# RECORDS SUPPLIED:
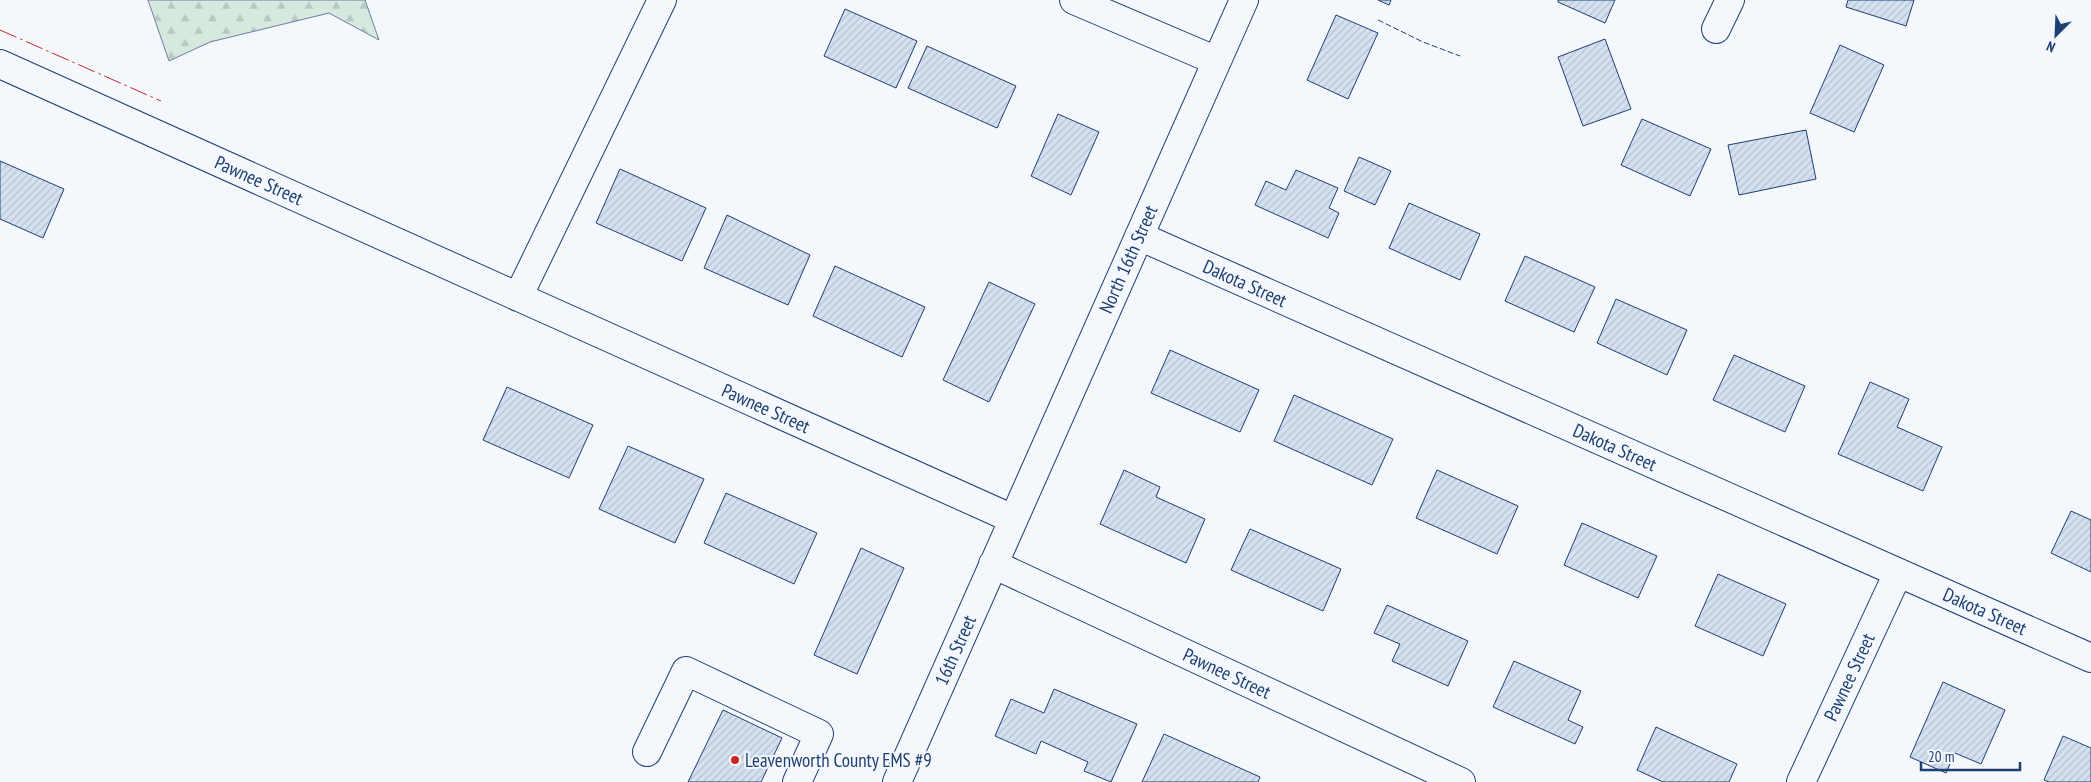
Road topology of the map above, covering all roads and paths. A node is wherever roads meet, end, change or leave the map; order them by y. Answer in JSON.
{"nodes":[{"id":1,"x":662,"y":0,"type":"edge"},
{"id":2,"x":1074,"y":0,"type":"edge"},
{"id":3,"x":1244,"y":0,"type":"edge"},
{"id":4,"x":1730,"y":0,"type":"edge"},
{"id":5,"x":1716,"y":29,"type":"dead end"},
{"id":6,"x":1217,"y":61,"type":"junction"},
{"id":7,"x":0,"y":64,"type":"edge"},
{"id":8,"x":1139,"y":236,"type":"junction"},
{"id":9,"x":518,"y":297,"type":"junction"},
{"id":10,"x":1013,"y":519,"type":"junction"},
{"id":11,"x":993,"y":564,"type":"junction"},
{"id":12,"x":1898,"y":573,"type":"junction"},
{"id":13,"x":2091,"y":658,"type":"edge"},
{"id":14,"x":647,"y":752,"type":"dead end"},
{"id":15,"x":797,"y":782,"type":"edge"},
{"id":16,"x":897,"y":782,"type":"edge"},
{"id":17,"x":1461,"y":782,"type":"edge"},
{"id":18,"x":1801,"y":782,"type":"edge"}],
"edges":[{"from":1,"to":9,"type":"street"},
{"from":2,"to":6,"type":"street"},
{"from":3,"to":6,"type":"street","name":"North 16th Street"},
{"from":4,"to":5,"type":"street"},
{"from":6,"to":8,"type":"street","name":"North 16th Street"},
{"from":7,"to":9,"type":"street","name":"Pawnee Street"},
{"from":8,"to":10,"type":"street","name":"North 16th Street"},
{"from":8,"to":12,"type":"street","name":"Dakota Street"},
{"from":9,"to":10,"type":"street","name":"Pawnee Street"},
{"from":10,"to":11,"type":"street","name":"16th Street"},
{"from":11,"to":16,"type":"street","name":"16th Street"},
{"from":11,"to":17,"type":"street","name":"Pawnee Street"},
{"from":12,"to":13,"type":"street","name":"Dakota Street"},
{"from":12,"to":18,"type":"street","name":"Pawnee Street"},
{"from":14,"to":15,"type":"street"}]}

# WHAT NEEDS TO BE DONE:
Within the listing above, copy each line that has the string "Pawnee".

# RESULT OF THIS TASK:
{"from":7,"to":9,"type":"street","name":"Pawnee Street"},
{"from":9,"to":10,"type":"street","name":"Pawnee Street"},
{"from":11,"to":17,"type":"street","name":"Pawnee Street"},
{"from":12,"to":18,"type":"street","name":"Pawnee Street"},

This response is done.